■ Work to be completed
Where the string "Answer" occurs in a line of the entries below, copy that line.

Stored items

────────

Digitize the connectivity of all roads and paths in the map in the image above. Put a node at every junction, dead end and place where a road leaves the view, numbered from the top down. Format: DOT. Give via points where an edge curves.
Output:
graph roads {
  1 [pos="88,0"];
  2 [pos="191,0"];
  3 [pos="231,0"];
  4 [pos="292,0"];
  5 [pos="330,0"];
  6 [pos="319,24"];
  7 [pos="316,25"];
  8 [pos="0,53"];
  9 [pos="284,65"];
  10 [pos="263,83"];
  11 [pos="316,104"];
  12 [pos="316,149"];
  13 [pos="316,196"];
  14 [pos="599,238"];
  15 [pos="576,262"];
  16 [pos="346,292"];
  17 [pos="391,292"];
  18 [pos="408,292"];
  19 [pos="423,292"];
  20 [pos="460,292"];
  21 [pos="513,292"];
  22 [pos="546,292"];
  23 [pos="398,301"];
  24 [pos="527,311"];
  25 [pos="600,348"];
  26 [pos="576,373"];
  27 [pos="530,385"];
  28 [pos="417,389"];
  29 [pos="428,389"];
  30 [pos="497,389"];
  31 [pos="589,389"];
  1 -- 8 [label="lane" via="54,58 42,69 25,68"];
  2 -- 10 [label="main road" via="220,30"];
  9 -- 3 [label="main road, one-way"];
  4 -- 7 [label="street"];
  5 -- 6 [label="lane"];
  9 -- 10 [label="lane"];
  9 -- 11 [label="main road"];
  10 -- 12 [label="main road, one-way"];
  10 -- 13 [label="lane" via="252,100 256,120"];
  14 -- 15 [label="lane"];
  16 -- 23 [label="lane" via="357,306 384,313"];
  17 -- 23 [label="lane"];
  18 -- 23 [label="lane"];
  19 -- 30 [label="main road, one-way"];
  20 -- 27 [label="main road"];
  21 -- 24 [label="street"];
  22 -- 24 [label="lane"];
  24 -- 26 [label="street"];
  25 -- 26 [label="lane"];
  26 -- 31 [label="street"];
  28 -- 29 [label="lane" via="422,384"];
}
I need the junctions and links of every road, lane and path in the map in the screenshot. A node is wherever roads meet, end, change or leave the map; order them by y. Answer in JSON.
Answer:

────────

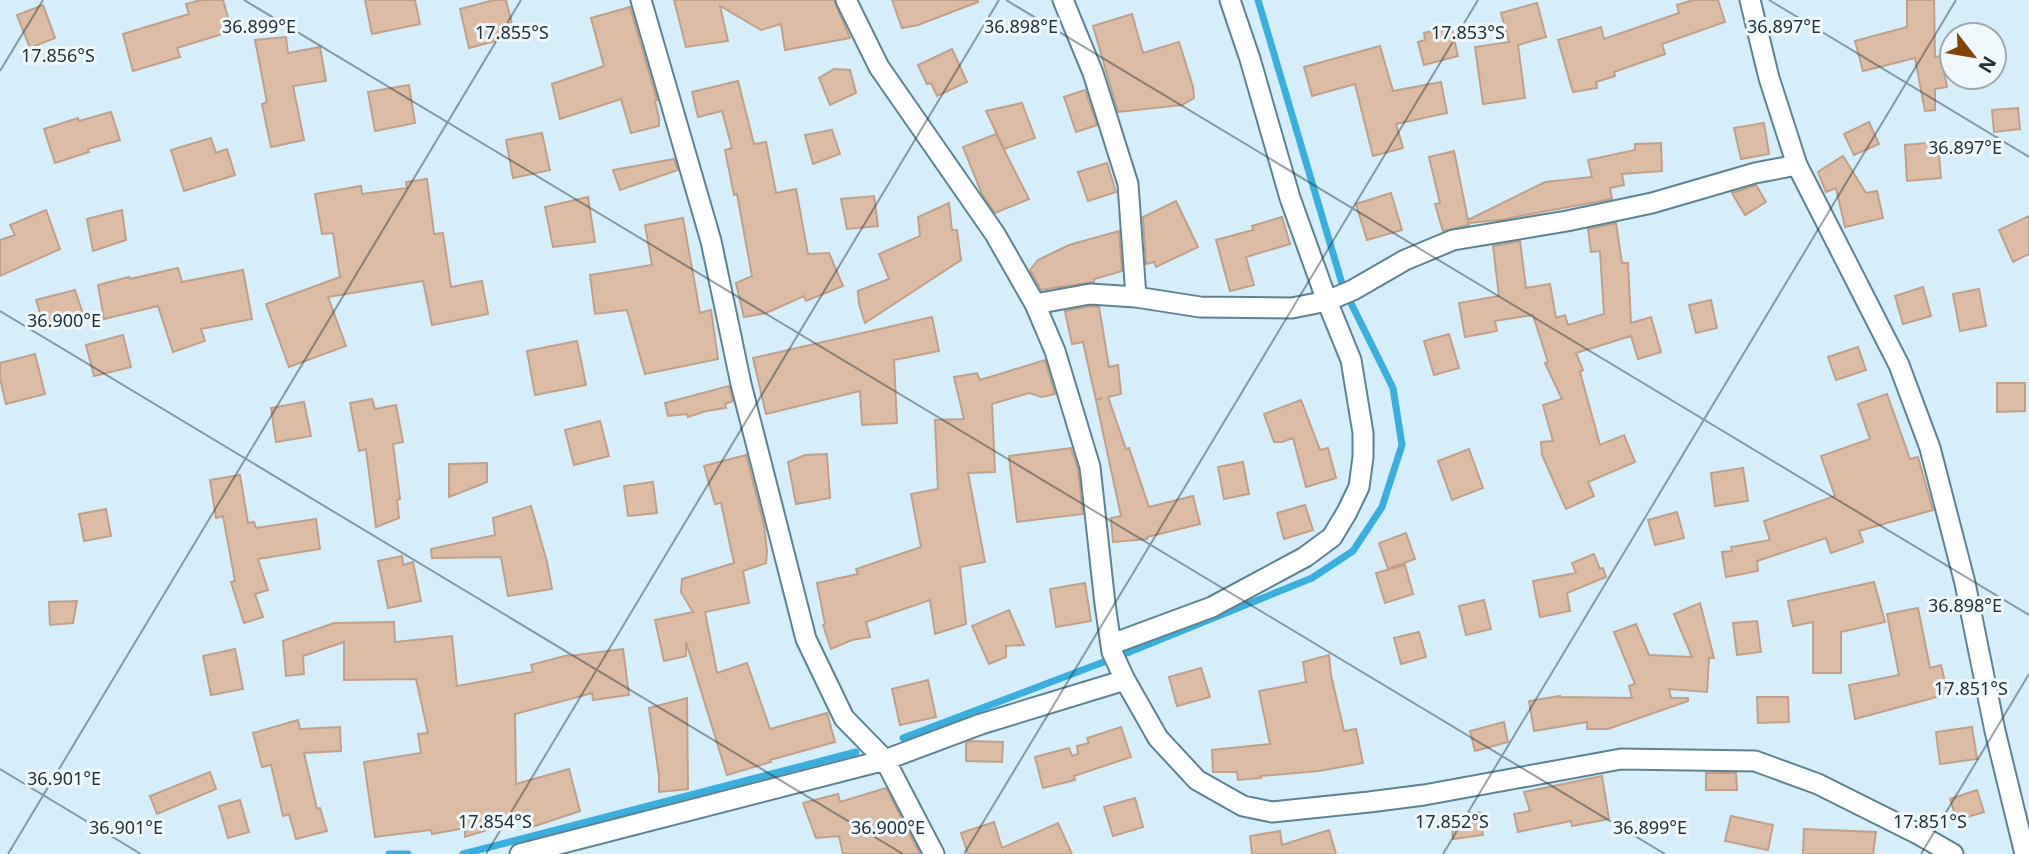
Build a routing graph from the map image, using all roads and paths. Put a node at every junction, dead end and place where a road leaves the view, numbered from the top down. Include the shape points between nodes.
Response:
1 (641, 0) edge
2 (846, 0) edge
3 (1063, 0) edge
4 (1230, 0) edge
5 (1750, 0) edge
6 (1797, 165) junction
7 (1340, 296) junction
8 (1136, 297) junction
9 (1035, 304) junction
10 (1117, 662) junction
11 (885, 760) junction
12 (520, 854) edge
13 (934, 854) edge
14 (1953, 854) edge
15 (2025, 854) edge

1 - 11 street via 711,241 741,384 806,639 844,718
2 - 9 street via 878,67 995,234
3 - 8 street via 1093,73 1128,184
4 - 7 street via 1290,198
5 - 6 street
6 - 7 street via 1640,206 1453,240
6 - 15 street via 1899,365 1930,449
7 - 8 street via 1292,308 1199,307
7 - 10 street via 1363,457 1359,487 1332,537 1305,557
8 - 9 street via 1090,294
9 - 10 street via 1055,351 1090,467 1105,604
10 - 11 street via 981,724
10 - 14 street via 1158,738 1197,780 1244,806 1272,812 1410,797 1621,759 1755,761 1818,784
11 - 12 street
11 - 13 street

────────

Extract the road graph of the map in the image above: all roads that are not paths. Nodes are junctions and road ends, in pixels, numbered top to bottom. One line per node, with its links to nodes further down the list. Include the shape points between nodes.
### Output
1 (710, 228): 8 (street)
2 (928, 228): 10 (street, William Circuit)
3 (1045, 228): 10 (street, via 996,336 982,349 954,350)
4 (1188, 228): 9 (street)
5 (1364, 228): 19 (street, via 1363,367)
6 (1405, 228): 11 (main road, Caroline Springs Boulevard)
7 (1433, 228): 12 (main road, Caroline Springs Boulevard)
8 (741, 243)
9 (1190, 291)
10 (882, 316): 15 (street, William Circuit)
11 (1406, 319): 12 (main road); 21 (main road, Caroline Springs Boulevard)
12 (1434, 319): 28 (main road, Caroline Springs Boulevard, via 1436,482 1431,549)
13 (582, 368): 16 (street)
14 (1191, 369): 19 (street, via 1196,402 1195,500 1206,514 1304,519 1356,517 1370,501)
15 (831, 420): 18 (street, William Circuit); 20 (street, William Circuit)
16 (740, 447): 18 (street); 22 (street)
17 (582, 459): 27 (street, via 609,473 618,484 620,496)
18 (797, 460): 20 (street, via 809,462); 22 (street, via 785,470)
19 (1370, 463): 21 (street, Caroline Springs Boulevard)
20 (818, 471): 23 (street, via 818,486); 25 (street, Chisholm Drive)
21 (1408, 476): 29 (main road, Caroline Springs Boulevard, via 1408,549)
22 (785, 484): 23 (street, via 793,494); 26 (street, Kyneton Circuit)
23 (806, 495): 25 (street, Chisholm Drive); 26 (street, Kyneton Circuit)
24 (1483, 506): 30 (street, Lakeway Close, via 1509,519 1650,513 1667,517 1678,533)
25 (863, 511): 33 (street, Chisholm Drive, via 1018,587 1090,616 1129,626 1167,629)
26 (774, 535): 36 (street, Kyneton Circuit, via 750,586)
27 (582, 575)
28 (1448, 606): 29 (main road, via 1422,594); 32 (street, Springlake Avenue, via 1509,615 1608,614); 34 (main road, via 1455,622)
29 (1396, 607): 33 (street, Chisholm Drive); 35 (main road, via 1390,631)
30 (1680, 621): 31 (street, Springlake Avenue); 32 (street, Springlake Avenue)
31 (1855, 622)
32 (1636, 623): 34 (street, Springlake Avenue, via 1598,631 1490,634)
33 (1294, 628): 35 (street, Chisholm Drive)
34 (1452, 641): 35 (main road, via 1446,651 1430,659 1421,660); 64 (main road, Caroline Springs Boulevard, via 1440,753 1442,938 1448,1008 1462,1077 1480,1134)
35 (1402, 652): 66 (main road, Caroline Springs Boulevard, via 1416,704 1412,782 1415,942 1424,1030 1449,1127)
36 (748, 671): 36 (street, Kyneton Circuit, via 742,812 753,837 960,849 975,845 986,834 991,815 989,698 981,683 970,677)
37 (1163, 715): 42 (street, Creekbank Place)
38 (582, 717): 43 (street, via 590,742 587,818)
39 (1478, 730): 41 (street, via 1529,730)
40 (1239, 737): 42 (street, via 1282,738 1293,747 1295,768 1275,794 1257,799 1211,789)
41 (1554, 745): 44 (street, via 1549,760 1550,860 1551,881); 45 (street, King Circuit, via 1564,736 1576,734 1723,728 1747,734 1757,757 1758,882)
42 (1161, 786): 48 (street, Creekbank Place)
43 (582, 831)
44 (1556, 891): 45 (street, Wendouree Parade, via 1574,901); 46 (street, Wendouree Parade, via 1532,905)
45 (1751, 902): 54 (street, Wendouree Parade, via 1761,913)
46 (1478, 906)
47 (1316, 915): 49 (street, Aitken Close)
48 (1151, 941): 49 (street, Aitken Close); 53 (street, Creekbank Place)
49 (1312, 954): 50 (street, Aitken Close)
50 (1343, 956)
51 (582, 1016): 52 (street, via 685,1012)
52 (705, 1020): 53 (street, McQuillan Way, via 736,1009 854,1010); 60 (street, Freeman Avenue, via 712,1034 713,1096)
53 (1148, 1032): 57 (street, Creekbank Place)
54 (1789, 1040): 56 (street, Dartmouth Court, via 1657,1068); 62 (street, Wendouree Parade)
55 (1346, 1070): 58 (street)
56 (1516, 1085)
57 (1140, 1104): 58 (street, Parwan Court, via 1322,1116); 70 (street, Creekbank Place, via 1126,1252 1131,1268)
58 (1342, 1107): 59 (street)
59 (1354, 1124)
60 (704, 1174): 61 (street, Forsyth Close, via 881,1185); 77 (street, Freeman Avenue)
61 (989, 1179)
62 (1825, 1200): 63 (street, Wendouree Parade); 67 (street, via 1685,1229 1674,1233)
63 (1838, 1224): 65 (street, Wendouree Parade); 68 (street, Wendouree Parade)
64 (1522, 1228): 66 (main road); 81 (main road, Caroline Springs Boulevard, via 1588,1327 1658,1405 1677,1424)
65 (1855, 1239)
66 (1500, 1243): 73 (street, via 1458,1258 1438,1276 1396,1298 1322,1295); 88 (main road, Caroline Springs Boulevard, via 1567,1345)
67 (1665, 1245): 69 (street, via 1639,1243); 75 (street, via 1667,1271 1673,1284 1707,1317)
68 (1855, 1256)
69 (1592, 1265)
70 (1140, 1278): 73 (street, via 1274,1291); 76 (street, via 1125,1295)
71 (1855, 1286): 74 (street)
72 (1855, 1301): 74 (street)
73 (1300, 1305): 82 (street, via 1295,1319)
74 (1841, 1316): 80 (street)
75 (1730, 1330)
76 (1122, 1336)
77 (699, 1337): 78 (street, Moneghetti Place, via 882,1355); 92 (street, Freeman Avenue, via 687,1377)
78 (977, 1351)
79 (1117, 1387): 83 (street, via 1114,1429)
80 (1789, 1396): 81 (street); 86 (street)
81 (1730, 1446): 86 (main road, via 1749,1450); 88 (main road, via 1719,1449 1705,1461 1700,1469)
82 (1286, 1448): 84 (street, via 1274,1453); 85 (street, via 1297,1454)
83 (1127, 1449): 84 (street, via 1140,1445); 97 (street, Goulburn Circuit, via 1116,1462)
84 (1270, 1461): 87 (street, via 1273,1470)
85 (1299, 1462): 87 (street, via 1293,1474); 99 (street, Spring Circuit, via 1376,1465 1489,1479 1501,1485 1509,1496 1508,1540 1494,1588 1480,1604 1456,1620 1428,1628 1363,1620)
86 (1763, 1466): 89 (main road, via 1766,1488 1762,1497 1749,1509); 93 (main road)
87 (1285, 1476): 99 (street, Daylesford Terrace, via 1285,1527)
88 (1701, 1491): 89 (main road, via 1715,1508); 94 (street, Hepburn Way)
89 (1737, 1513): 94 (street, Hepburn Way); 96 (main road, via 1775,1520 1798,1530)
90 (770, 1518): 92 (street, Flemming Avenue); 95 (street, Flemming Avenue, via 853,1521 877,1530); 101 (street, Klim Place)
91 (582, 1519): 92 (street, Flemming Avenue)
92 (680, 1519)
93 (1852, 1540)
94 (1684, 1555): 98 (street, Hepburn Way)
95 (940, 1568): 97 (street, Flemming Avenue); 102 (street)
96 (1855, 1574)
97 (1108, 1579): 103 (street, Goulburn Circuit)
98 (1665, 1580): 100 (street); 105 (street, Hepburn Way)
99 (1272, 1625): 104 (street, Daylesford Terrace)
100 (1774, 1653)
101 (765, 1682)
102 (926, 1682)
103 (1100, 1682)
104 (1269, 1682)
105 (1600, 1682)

────────

■ Written response
I need the junctions and links of every road, lane and path in the map in the screenshot. A node is wherever roads meet, end, change or leave the map; order them by y. Answer in JSON.
Answer:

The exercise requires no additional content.